EXERCISE DETAILS :: Gather all lines from the material that contain the word "graph".

┌─ INFORMATION GIVEN

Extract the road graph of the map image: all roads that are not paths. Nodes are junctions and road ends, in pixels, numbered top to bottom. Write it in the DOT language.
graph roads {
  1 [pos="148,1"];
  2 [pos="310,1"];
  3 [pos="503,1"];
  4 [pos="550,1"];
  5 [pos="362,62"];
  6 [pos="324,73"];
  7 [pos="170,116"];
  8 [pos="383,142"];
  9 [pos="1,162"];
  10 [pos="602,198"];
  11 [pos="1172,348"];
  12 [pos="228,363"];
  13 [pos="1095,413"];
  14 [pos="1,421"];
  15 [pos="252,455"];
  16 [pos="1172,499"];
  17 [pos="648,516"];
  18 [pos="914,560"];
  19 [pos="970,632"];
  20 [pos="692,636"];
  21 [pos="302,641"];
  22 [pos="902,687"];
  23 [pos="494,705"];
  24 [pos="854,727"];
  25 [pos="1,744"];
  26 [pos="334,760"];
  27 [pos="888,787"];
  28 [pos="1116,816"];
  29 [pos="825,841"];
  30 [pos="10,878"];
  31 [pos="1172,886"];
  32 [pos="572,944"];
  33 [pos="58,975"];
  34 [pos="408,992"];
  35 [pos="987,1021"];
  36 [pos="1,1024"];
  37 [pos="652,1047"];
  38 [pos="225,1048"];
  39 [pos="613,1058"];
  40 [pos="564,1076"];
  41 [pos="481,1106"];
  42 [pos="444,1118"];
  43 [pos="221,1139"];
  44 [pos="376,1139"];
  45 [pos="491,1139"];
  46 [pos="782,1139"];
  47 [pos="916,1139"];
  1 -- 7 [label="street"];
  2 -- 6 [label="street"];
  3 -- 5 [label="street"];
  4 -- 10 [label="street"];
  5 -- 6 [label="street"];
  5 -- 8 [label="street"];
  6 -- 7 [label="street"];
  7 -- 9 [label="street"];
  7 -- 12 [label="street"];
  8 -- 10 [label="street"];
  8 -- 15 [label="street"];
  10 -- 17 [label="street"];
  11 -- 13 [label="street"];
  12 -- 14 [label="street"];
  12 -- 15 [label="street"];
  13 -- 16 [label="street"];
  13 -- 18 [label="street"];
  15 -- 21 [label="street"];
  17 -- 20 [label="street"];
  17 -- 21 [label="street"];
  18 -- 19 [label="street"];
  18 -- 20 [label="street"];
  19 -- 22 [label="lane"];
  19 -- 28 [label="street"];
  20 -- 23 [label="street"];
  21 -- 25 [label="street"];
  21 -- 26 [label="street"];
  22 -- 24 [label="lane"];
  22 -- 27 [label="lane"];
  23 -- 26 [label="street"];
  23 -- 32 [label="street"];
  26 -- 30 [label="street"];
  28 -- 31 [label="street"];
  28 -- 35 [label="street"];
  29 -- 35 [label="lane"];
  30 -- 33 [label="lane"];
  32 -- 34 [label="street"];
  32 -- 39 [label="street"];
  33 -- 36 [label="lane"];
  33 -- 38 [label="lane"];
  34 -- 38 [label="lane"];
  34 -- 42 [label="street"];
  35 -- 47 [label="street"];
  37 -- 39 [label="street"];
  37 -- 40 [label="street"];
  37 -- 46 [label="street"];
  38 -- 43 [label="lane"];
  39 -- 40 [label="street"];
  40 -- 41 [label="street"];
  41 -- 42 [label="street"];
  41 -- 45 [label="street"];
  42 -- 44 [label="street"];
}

└─

WRITTEN SOLUTION ::
Extract the road graph of the map image: all roads that are not paths. Nodes are junctions and road ends, in pixels, numbered top to bottom. Write it in the DOT language.
graph roads {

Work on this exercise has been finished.